Life & Death: Immortality

The plane from Kuala Lumpur spinning in the air, the horrendous English Channel crossing, cobras in the yard, the spot of tuberculosis on my lung: I took these facts of life in with equanimity, believing myself immune from death. I was afraid of the witch in Disney's Snow White, of Singapore's absurdly big and vicious insects, and of friends' betrayals and cutting remarks, always unexpected. The world passed by, often at the pace of a ship: out of the fog, Gibraltar or the Thames docks with their coal smell. The idea that any of this would go away did not occur to me.

I've read that children with fatal ailments are aware that death stalks them. It must age them to be sick, and death may look like deliverance. This is human, too, our desire for a doorway that leads us out of some sticky situation. We dislike being cornered. The villain who might confront us, who haunts our dreams, can be eluded.

This form of immortality goes hand in hand with being, the other prerogative of childhood. Without thinking about it, we live fully in the moment while the adults around us do their best to tame and socialize us, acquainting us with plans and deferrals and the need to work. We trade our pleasures in for the dubious line they hand us. Soon, we're collecting badges and other trinkets that speak to our merit and maturation.

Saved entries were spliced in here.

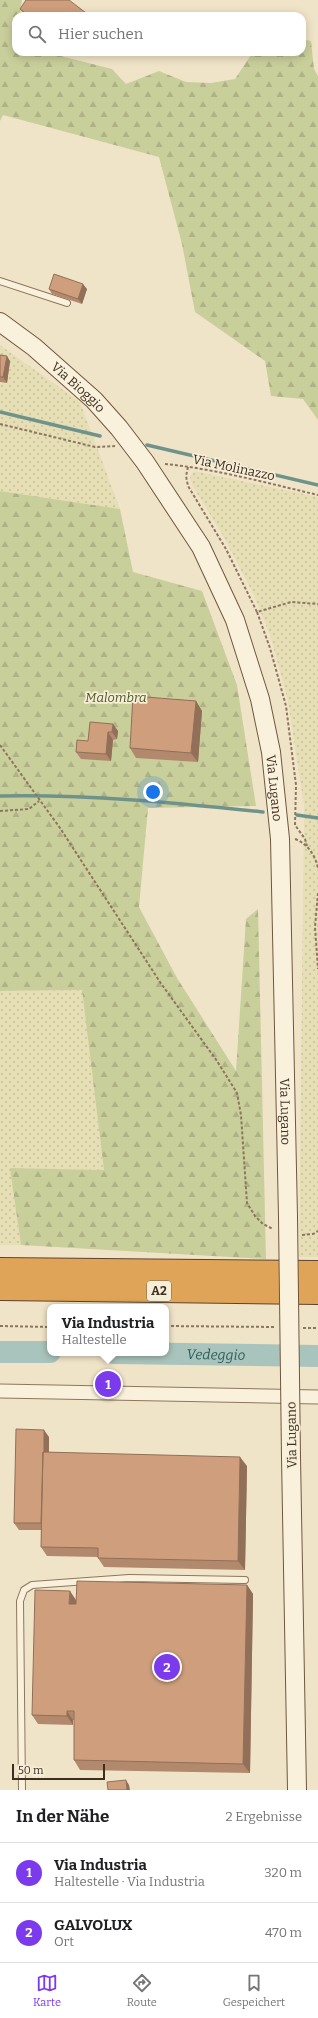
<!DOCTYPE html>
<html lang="de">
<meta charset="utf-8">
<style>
body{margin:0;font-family:Bitter,serif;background:#f6f6f6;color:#202124}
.scale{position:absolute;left:12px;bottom:10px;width:93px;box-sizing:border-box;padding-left:4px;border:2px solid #3d2e20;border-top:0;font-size:11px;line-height:14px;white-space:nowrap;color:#3d2e20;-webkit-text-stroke:3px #f7eed8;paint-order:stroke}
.you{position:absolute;left:153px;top:792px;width:14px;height:14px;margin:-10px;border:3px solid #fff;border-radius:50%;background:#1a73e8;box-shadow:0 0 0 6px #1a73e833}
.badge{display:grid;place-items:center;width:26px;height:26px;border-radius:50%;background:#7c3aed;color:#fff;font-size:13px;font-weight:700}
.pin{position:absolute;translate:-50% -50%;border:2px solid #fff;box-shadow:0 1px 4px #0006}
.popup{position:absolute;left:47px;top:1304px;width:122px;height:52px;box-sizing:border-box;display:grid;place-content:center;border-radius:8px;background:#fff;filter:drop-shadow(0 1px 3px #0005);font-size:13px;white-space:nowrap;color:#757577}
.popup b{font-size:15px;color:#202124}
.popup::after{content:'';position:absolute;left:50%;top:100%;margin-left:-8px;border:8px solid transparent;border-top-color:#fff}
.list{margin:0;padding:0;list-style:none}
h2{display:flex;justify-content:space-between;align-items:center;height:52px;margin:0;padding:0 16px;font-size:17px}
h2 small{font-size:13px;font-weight:400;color:#757577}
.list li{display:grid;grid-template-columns:26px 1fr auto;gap:12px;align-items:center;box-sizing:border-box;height:60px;padding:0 16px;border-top:1px solid #e0e0e0}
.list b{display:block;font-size:15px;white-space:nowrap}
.list p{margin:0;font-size:13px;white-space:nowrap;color:#757577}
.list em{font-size:13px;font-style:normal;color:#757577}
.icon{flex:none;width:22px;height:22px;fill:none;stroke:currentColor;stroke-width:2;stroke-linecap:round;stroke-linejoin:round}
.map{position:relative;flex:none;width:318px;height:1790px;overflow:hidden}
.search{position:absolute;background:#fff;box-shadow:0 2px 10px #0003;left:12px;right:12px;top:12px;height:44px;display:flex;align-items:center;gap:10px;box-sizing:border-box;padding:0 14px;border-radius:12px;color:#757577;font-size:15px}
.sheet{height:172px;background:#fff}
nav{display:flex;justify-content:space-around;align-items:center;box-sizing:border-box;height:56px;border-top:1px solid #e0e0e0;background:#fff;font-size:11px;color:#757577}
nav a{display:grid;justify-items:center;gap:2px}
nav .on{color:#7c3aed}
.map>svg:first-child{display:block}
.farmland{fill:url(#farmland-dots)}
.forest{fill:url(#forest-firs)}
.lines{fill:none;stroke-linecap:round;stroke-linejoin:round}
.stream{stroke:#6f938a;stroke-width:3.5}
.river{stroke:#a9c4bc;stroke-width:22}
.lane-casing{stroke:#8d765c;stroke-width:8}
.street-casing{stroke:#8d765c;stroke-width:15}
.secondary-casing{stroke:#6f573f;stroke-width:20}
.highway-casing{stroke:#5b4430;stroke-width:24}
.path{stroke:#8d765c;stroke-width:2;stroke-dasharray:3 2;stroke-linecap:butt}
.lane{stroke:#faf1dc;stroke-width:6}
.street{stroke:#faf1dc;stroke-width:13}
.secondary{stroke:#faf1dc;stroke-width:18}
.highway{stroke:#e0a458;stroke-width:22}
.secondary-bridge-casing{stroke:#6f573f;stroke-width:20;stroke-linecap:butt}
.secondary-bridge{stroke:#faf1dc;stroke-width:18}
.wall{fill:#b2896c}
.shaded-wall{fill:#916f58}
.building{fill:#cf9f7d;stroke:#916f58}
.labels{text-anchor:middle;stroke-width:3.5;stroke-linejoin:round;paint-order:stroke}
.shield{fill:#f7eed8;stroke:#756857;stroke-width:1}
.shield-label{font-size:12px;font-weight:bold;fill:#3d2e20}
.street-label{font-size:13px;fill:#3d2e20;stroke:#f7eed8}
.park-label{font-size:13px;font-style:italic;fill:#4d5a26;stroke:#f7eed8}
.water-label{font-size:14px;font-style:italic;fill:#2f5d5a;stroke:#f7eed8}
</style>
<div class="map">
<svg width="318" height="1790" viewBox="0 0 318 1790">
<defs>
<pattern id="farmland-dots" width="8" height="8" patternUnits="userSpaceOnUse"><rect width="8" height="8" fill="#e6deb5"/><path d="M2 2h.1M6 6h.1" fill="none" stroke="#c6bf9b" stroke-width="1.8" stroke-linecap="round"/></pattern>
<pattern id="forest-firs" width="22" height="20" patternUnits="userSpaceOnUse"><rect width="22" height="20" fill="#c9cf9b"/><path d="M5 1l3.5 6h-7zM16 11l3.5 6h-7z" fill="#aeb285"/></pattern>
</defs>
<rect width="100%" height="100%" fill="#f0e4c8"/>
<path class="farmland" d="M0,345L80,402L120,509L0,491Z
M194,471L318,497V1257H299L304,806L288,701L270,635L252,591L222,534L192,485L190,477Z
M82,990L104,1170L11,1168L21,1245H0V991Z"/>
<path class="forest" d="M0,0H22L20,16H16V52H45L112,69L126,84L159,71L186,82L211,83L235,79L253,52H302V39L311,41L314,69L318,76V420L303,399L271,396L265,361L195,312L182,244L159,157L3,115L0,121Z
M0,491L120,509L133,572L202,591L237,685L256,806L148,808L139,907L177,978L236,1071L246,919L258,909L266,1259L21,1245L10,1168L104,1170L82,990L0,991Z"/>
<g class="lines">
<path class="stream" d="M0,412L100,436
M147,445L318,485
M0,796C88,794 175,803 263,812
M297,815L318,818"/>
<g class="river">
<path d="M0,1352H50"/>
<path id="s1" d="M114,1353L318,1356"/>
</g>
<defs>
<path id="lane" d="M0,281L67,303
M22,1790L20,1601L24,1590L32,1585L129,1578L245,1580"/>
<path id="street" d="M0,1391L318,1397"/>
<g id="secondary">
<path id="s2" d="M0,322L34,347L94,400L119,428L145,462L201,547L235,620L260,699L271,752L280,839L288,1217"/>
<path d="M291,1457L297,1790"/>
</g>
<path id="highway" d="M0,1269L318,1272
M0,1289L318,1293"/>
</defs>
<use href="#lane" class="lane-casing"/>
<use href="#street" class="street-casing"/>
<use href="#secondary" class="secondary-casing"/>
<use href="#highway" class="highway-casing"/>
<path class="path" d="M0,424L95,447L115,446
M165,464C216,469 267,483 318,495
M188,467L186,476L188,486L226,549L257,612L291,602L318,604
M257,612L270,648L286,706L296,785L295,825L305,839L307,846
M0,745L60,828L160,982L217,1061L237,1093L241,1115L247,1203L255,1216L263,1224L273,1229
M0,811L29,809L39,801
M295,839C308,844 315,855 318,868
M318,893L315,927L318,969
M302,1235L313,1234L318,1231
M0,1326L50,1327
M166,1326L275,1327
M303,1328H318"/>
<use href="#lane" class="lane"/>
<use href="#street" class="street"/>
<use href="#secondary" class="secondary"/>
<use href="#highway" class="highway"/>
<defs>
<path id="secondary-bridge" d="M288,1217L291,1457"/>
</defs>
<use href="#secondary-bridge" class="secondary-bridge-casing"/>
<use href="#secondary-bridge" class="secondary-bridge"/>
</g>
<path class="wall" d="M20,9L90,16H26Z
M49,289H87L82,304L52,294Z
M0,355L10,361L7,383L0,382Z
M196,701L202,711L198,762L136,758L130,748Z
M113,724L118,731L117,739L113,740L111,761L81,759L76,752L88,741Z
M49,1437V1452L247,1466L245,1570L104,1567L98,1558V1557L47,1556L41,1547V1530H19L14,1523Z
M247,1585L253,1594L250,1773L80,1770L74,1760V1720H73V1725L38,1724L32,1715L76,1600V1604Z"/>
<path class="shaded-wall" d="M83,284L87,289L82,304L78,299Z
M7,356L10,361L7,383L3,377Z
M196,701L202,711L198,762L191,753Z
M113,724L118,731L117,739L112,732Z
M108,732L113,740L111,761L106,754Z
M44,1430L49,1437L48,1531L42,1523Z
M240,1457L247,1466L245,1570L238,1561Z
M247,1585L253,1594L250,1773L243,1764Z
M70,1591L76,1600V1613L69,1604Z
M67,1711L73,1720V1725L67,1716Z
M126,1780L129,1785L130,1790H127Z"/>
<path class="building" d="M26,0H69L90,16H29L20,9Z
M54,274L83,284L78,299L49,289Z
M0,355L7,356L3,377H0Z
M133,696L196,701L191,753L130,748Z
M90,722L113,724L112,732H108L106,754L76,752L77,740L88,741Z
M16,1429L44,1430V1452H43L41,1523H14Z
M43,1452L240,1457L238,1561L98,1558V1548L41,1547Z
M77,1581L247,1585L243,1764L74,1760V1711H67V1716L32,1715L35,1590L70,1591L69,1604H76Z
M126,1780L127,1790H108L107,1782Z"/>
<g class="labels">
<rect class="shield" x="147" y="1281" width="24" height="20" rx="3"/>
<g class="shield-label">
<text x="159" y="1295">A2</text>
</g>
<g class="street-label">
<text dy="5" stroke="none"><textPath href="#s2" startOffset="102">Via Bioggio</textPath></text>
<text transform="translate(234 467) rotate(12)" y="5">Via Molinazzo</text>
<text dy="5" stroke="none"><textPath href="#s2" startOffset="558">Via Lugano</textPath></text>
<text dy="5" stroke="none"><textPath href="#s2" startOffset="882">Via Lugano</textPath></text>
<text transform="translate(291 1435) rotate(-91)" y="5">Via Lugano</text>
</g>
<g class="park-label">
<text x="116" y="702">Malombra</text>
</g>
<g class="water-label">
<text dy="5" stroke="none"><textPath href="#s1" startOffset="102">Vedeggio</textPath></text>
</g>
</g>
</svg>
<div class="scale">50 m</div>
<div class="you"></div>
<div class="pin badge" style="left:108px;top:1384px">1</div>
<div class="popup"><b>Via Industria</b>Haltestelle</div>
<div class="pin badge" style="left:167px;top:1667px">2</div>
<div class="search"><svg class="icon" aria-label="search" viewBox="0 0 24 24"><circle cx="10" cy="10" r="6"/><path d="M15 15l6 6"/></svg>Hier suchen</div>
</div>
<section class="sheet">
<h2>In der Nähe<small>2 Ergebnisse</small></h2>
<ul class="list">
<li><span class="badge">1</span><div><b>Via Industria</b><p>Haltestelle · Via Industria</p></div><em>320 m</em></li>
<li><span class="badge">2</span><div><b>GALVOLUX</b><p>Ort</p></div><em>470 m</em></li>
</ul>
</section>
<nav>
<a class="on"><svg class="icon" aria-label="map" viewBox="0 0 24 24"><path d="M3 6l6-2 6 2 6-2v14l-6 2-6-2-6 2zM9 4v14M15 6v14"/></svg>Karte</a>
<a><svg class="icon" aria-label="directions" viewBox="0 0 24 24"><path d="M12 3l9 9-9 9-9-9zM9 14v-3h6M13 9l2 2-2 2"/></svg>Route</a>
<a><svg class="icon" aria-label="saved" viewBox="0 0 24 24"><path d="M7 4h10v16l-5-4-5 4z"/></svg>Gespeichert</a>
</nav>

The evidence piles up: if not mortal, we are at the very least subject to degradation. Girls prove fickle. Plants make us itch. Puberty makes us hairy and alienated. The school of hard knocks makes it harder and harder to believe in our omnipotence. With each succeeding blow, we lower by a notch or two our self-belief. And this is what it really is: a belief in the immortality of the self: against the odds, we'll keep on living.

Only we didn't really know the odds. Someone's mother died and my oldest son asked who would take her place. Surely some agency will send another? My sister's friend died after my sister's birthday party. My mother was upset, and I assumed it was because it was a breach of manners, to die like that. When the orderly came to wheel me to the operating room when I was five, I told him I had to put my shoes on, my mother having taught me not to go out without them. He let me put them on. (They expected me to be knocked out, but whatever they gave me didn't work.) "He needs to have his tonsils taken out," the doctor told my mother and me, leaning out of his Triumph convertible. It never occurred to me to wonder how they'd do it.

Still, I remember being fascinated by doctors, whose many inoculations were a source of pain. They knew something my parents did not, and were held in awe by them. What was it that they knew? In the midst of this, my friend Robin's father drove us to see a Chinese funeral - I think it was for King George VI, so a memorial. There was a big cart, elaborately decorated, and the din of music like Cantonese opera: wailing music. I knew the King from his image on stamps. He looked just fine on them.